A recent Guardian investigation has highlighted the ordeal many victims of domestic abuse are forced undergo in family courts across the country.

A serious problem

A number of women have spoken to the Guardian, giving ‘graphic descriptions of the “torture” of being questioned by abusive men’ in court.

This problem is well known to solicitors working in family law.

Following the cuts in Legal Aid, it is now common-place for parents to be representing themselves in court without the benefit of a legally qualified advocate. The court system has not caught up with this reality and is still built around the ideal scenario of both parents having legal representation. When both parties have legal representation, then one party’s solicitor or barrister can then cross-examine the other on their evidence. The problem comes when one party does not have a solicitor or barrister to question the other.

On the one hand, it is important to ensure the justice is done.
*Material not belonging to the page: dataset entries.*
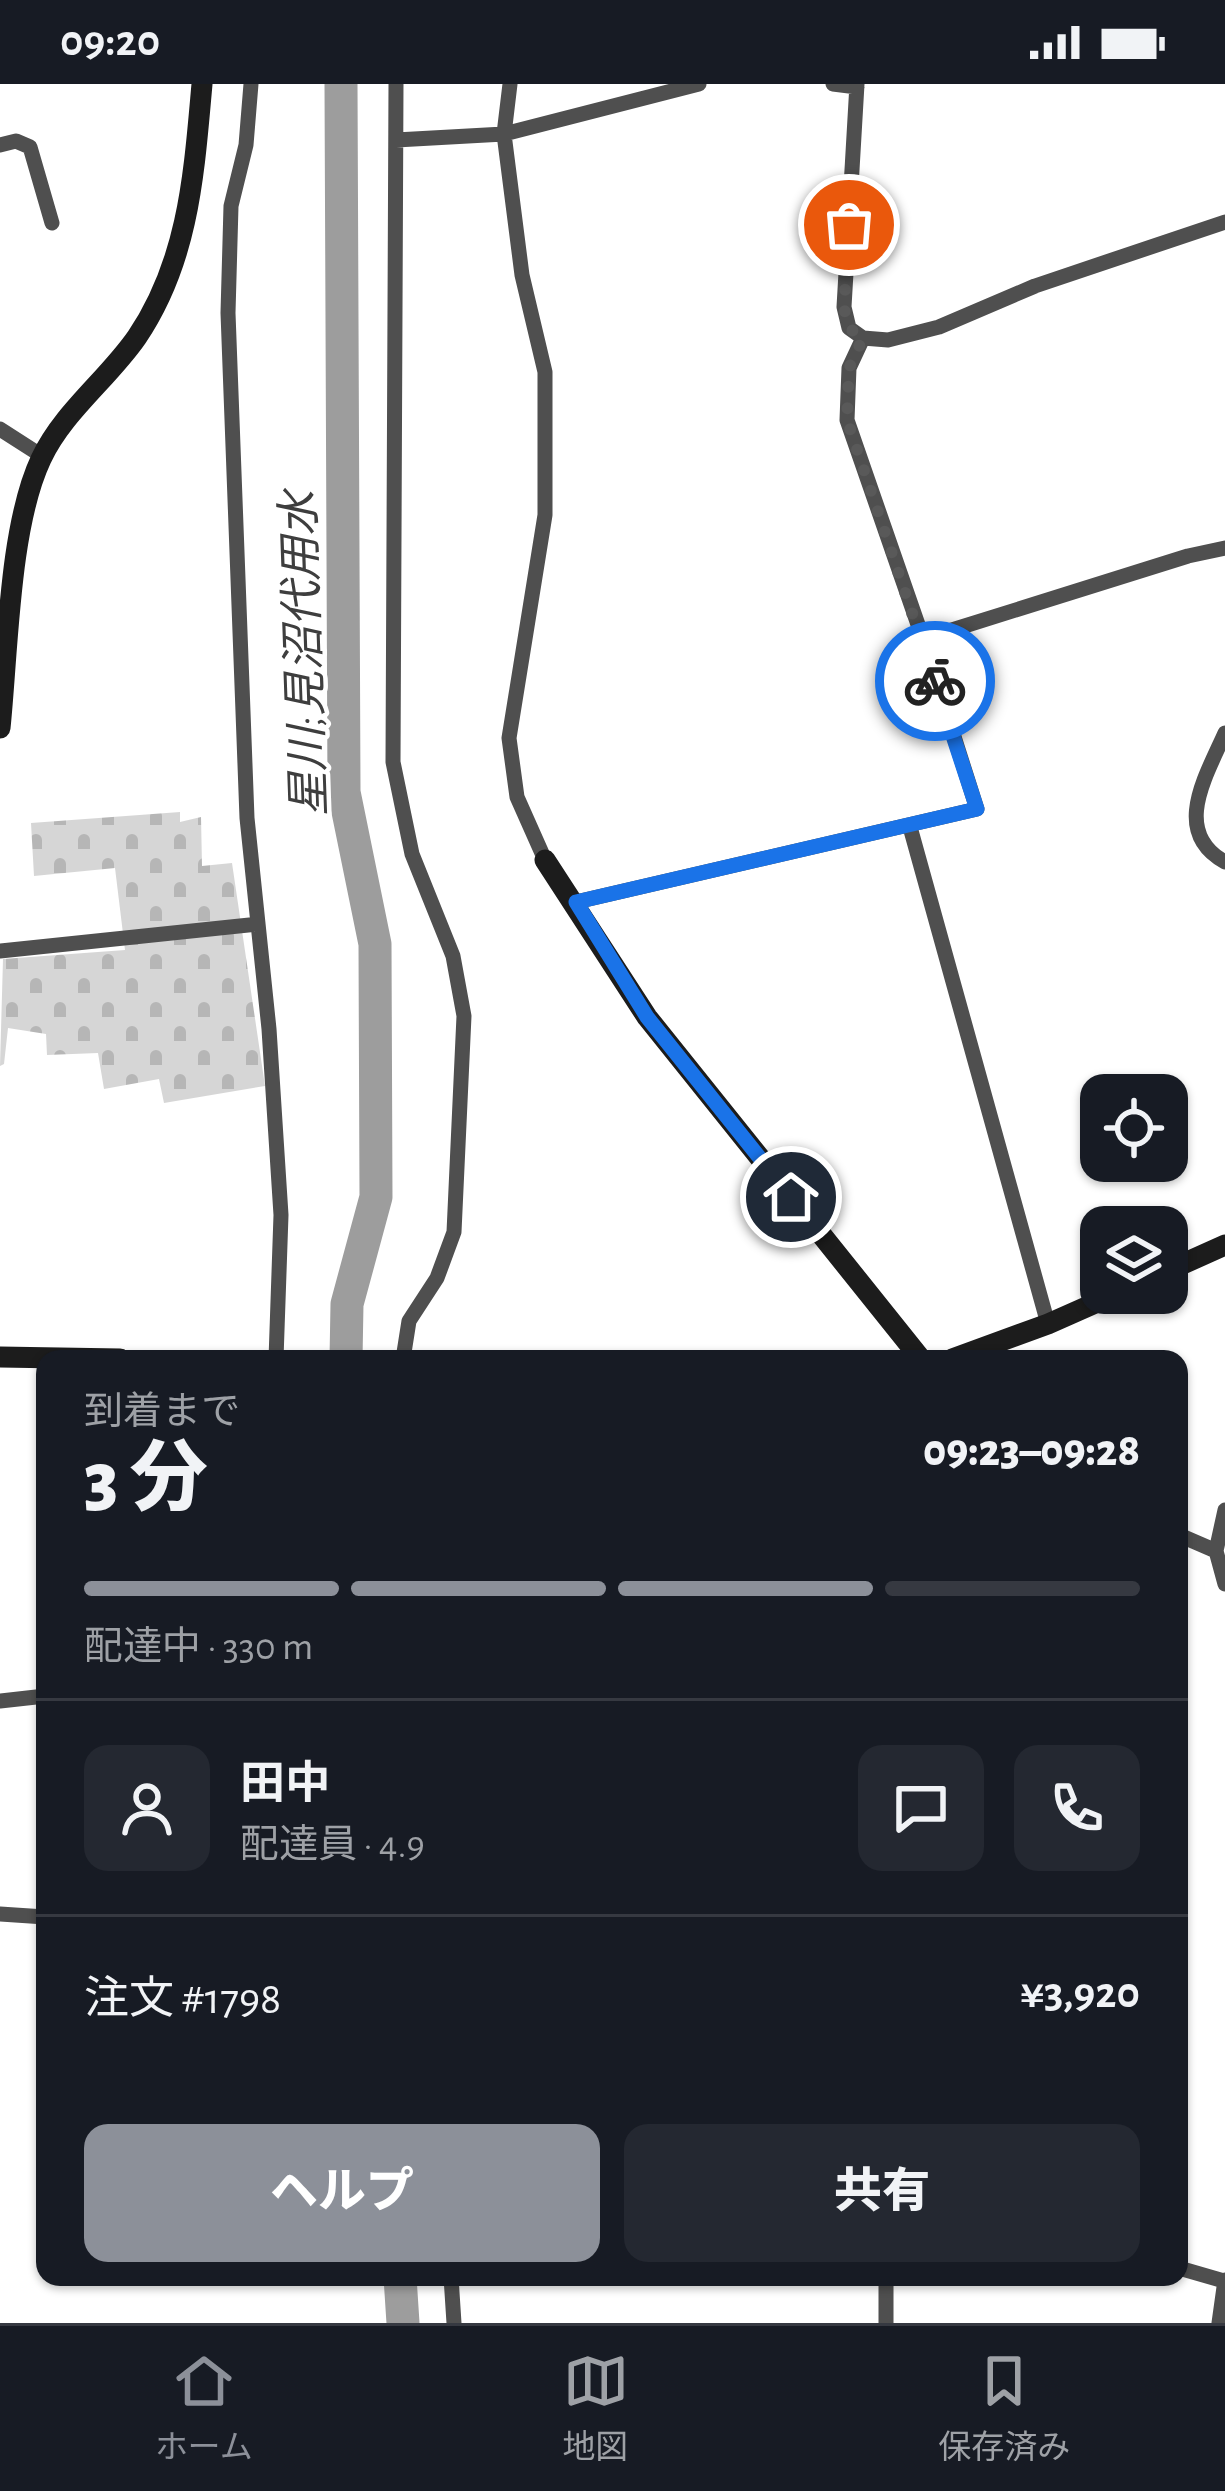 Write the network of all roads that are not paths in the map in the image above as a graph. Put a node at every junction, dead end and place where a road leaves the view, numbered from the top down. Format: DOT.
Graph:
graph roads {
  1 [pos="202,84"];
  2 [pos="251,84"];
  3 [pos="396,84"];
  4 [pos="510,84"];
  5 [pos="699,84"];
  6 [pos="833,84"];
  7 [pos="857,85"];
  8 [pos="504,134"];
  9 [pos="396,140"];
  10 [pos="0,145"];
  11 [pos="1225,222"];
  12 [pos="52,224"];
  13 [pos="863,338"];
  14 [pos="0,429"];
  15 [pos="42,456"];
  16 [pos="1225,548"];
  17 [pos="923,639"];
  18 [pos="0,728"];
  19 [pos="1225,733"];
  20 [pos="910,826"];
  21 [pos="545,860"];
  22 [pos="1225,862"];
  23 [pos="576,902"];
  24 [pos="257,924"];
  25 [pos="0,950"];
  26 [pos="1225,1245"];
  27 [pos="1188,1262"];
  28 [pos="1080,1310"];
  29 [pos="1048,1324"];
  30 [pos="276,1350"];
  31 [pos="405,1350"];
  32 [pos="914,1350"];
  33 [pos="977,1350"];
  34 [pos="0,1357"];
  35 [pos="36,1358"];
  36 [pos="1225,1510"];
  37 [pos="1188,1539"];
  38 [pos="1216,1551"];
  39 [pos="1225,1585"];
  40 [pos="36,1697"];
  41 [pos="0,1701"];
  42 [pos="0,1914"];
  43 [pos="36,1916"];
  44 [pos="1188,2271"];
  45 [pos="1224,2281"];
  46 [pos="452,2286"];
  47 [pos="886,2286"];
  48 [pos="454,2323"];
  49 [pos="886,2323"];
  50 [pos="1219,2323"];
  1 -- 15 [label="street"];
  2 -- 24 [label="street"];
  3 -- 9 [label="street"];
  4 -- 8 [label="street"];
  5 -- 8 [label="street"];
  6 -- 7 [label="street"];
  7 -- 13 [label="street"];
  8 -- 9 [label="street"];
  8 -- 21 [label="street"];
  9 -- 31 [label="street"];
  10 -- 12 [label="street"];
  11 -- 13 [label="street"];
  13 -- 17 [label="street"];
  14 -- 15 [label="street"];
  15 -- 18 [label="street"];
  16 -- 17 [label="street"];
  17 -- 20 [label="street"];
  19 -- 22 [label="street"];
  20 -- 23 [label="street"];
  20 -- 29 [label="street"];
  21 -- 23 [label="street"];
  23 -- 32 [label="street"];
  24 -- 25 [label="street"];
  24 -- 30 [label="street"];
  26 -- 27 [label="street"];
  28 -- 29 [label="street"];
  29 -- 33 [label="street"];
  34 -- 35 [label="street"];
  36 -- 38 [label="street"];
  37 -- 38 [label="street"];
  38 -- 39 [label="street"];
  40 -- 41 [label="street"];
  42 -- 43 [label="street"];
  44 -- 45 [label="street"];
  45 -- 50 [label="street"];
  46 -- 48 [label="street"];
  47 -- 49 [label="street"];
}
A mother may be alleging serious domestic abuse which, if true, would mean that it is not safe for the children to spend time with him. That evidence has to be tested in court. It would not be fair to the father or the children if allegations of that nature were accepted without question.

On the other hand, it is hard to over-estimate how cruelly distressing it is to expose a mother to aggressive questioning by a father who had abused her over many years. She may never have seen him since they separated. Facing him in court could be too much for her to bear. She may avoid court so she does not have to face him and it would be hard to blame her.

Possible solutions

One answer may be the Judge stepping in and questioning the mother. This would protect her from facing her former abuser directly. This poses some problems of its own as it involves the Judge removing their ‘impartial hat’ and thinking and acting like an advocate for one party. Another alternative may be government funding for legal representation in hearings where cross-examination is necessary, but that won’t come cheap.

The President of the Family Division, Sir James Munby, has released a statement on the judiciary website. He acknowledges that “Reform is required as a matter of priority” and he “would welcome a bar” on alleged perpetrators of domestic abuse questioning alleged victims. He blames the government for a slow response in implementing change he has been advocating for years.

Time will tell whether the government will give the time to addressing this important issue. For victims of domestic abuse, reform cannot come to soon.